Gay Talese and Frank Sinatra have enjoyed a rich, symbiotic relationship, one that has long outlasted the singer, who died at 82 a quarter-century ago. Back in 1965, Mr. Talese trailed Sinatra around Las Vegas and Hollywood for a profile for Esquire magazine. At his peak after a triumphant comeback, Sinatra brushed off the writer’s pleas for an interview, but Mr. Talese produced a piece anyway. The result, “Frank Sinatra Has a Cold,” became one of the most celebrated magazine articles from the golden age of the slicks—and an enduring testament to Sinatra’s talent and fame.

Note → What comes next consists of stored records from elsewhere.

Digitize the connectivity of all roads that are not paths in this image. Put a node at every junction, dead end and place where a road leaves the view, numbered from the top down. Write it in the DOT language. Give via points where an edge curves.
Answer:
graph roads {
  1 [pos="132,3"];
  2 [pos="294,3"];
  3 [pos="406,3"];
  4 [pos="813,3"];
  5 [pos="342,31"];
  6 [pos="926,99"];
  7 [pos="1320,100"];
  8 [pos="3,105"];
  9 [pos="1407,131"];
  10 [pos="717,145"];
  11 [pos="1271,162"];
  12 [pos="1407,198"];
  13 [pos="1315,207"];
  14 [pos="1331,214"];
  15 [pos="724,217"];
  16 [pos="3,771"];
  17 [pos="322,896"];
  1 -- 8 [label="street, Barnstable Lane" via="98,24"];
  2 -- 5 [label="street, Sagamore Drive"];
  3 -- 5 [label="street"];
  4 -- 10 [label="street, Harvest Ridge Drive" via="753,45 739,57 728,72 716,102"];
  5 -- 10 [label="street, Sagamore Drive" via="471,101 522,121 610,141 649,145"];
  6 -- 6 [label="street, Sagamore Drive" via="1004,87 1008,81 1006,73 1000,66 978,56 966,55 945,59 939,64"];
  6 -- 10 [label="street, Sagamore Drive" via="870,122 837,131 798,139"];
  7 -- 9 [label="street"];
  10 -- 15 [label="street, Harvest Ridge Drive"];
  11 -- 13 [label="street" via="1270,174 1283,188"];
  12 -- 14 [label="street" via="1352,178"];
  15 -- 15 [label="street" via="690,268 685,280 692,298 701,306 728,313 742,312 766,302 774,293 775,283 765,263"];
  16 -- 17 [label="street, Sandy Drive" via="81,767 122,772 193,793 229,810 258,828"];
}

Along with Joan Didion, Norman Mailer, Tom Wolfe and others, Mr. Talese has been acclaimed as a virtuoso of the novelistic New Journalism. Now 91, he has published a short and charming second memoir, “Bartleby and Me: Reflections of an Old Scrivener.” Once again, Sinatra takes center stage. But there’s more, especially the author’s take on the kind of journalism he’s practiced for seven decades, starting as a copy boy at the New York Times in 1953.

Mr. Talese takes his inspiration—and his title—from “Bartleby, the Scrivener,” Herman Melville’s 1853 short story about an inconsequential law clerk. “Growing up in a small town on the Jersey Shore in the late 1940s, I dreamed of someday working for a great newspaper,” Mr. Talese writes. “But I did not necessarily want to write news. . . . I wanted to specialize in writing about nobodies.”

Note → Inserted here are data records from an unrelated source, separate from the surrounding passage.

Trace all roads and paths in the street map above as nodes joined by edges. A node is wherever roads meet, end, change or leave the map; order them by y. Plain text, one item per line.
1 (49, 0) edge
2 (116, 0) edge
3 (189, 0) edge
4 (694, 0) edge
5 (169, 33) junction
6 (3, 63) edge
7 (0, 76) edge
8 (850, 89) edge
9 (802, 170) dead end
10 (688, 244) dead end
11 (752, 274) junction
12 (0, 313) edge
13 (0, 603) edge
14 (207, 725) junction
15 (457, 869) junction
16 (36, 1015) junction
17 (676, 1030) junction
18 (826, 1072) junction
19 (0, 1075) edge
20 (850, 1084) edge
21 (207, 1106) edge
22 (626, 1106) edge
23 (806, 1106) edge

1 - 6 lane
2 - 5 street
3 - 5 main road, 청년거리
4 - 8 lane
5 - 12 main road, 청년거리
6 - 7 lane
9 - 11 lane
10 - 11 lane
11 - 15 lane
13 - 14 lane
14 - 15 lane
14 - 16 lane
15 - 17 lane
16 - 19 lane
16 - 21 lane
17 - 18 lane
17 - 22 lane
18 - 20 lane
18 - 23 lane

His first published piece, carried without a byline on the Times’s editorial page, was about a “nobody” who operated the illuminated ribbon sign that announced the latest news around a lower floor of the old Times Tower in Times Square—a Bartleby for the age of Ike.

Thankfully for magazine journalism, Mr. Talese eventually overcame his original preoccupation, but before he did so he chronicled alley cats, bus drivers, ferry-boat captains, dress-mannequin designers, even those who pushed the three-wheeled rolling chairs along Atlantic City’s boardwalk. After two years of military service at Fort Knox—during which he contributed pieces to the Louisville Courier-Journal—he returned to the Times as a sports writer. (As a college correspondent for the Times in the late ’50s, I sometimes squatted at an empty desk near his in the uncrowded sports department.)

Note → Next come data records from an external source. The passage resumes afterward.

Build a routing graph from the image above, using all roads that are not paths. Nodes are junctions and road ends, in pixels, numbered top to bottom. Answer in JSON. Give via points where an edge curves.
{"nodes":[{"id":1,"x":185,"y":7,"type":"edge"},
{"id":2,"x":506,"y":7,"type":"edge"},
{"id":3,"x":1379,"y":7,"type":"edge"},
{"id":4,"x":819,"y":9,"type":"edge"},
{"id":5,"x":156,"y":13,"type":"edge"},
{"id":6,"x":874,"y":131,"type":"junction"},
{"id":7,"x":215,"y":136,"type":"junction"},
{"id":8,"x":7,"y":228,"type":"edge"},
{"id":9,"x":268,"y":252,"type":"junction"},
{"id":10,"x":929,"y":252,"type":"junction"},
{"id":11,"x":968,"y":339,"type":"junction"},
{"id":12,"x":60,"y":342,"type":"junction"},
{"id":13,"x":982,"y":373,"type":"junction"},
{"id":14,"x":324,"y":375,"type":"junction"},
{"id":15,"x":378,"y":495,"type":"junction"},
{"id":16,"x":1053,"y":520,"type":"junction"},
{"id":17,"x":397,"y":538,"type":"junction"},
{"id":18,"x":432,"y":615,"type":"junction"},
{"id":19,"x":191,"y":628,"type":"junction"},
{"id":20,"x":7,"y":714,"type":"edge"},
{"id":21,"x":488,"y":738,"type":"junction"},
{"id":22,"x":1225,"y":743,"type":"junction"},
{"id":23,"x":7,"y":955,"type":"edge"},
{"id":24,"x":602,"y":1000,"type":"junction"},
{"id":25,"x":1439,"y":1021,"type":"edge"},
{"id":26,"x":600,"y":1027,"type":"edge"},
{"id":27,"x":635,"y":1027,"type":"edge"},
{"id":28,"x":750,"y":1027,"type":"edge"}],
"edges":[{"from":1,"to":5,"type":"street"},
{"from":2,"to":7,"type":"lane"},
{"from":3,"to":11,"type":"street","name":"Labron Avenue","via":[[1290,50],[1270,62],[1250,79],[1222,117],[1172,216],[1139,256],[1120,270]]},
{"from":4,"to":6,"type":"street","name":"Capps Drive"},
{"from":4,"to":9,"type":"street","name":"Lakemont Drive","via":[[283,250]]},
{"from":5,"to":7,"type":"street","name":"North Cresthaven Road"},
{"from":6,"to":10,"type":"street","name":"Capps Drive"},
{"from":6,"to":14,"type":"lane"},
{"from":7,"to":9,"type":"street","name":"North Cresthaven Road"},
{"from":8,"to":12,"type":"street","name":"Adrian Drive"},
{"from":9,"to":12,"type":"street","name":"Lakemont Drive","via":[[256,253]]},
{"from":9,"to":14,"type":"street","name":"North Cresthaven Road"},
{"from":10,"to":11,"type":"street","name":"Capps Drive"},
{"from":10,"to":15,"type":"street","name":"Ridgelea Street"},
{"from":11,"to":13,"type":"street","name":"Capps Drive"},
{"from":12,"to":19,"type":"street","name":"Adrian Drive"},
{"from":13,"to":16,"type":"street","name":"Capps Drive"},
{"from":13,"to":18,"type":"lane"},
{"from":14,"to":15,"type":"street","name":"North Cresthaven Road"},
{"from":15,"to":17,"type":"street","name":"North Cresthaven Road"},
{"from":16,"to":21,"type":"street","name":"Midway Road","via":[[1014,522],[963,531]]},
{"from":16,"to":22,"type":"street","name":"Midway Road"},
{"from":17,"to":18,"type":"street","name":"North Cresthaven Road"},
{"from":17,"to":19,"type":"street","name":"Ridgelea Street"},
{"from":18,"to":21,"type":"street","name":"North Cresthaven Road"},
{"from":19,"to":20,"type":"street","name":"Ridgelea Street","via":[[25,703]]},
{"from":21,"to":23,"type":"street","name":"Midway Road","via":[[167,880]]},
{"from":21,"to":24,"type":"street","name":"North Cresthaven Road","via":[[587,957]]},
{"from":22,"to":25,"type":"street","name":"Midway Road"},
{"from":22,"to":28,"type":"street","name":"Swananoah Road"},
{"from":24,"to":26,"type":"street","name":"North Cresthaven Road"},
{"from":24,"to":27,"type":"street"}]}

In 1965 Mr. Talese left the paper to join Esquire, then in its glory days under the brilliant editor Harold Hayes. The young writer promptly sold Hayes on a profile of figures at the Times, both obscure and heralded, starting with Alden Whitman. Whitman had revolutionized obituaries at the paper by conducting long premortem interviews with Harry Truman, Pablo Picasso and other luminaries. The lauded “Mr. Bad News” piece helped lay the groundwork for “The Kingdom and the Power,” Mr. Talese’s 1969 book about the Times—his first bestseller.

Bartleby’s murmurous response to the world was “I prefer not to,” while Sinatra famously belted out “I did it my way.” Still, the young Talese was drawn to him.

Fully a third of “Bartleby and Me” is a reconstruction of Mr. Talese’s frustrated pursuit of Sinatra—from his first glimpse of his lonely subject nursing a Jack Daniel’s at the bar of the Hollywood hangout The Daisy, to watching him pick a fight with a young writer because Sinatra didn’t like his boots, and at a recording session after an earlier one was aborted because the crooner had the sniffles. Sinatra genially blows off Mr. Talese’s requests to talk, so the writer interviews Sinatra’s entourage, including his sort-of-look-alike stand-in, as well as the little old lady who totes around his hairpieces, and his daughter Nancy. Mr. Talese even describes how he took his Sinatra notes on cut-down laundered-shirt cardboards.

The 14,000-word cover story ran in the April 1966 issue, was later published as a short book and, on the 70th anniversary of Esquire, was voted by its editors and staff the best piece ever to run in the magazine.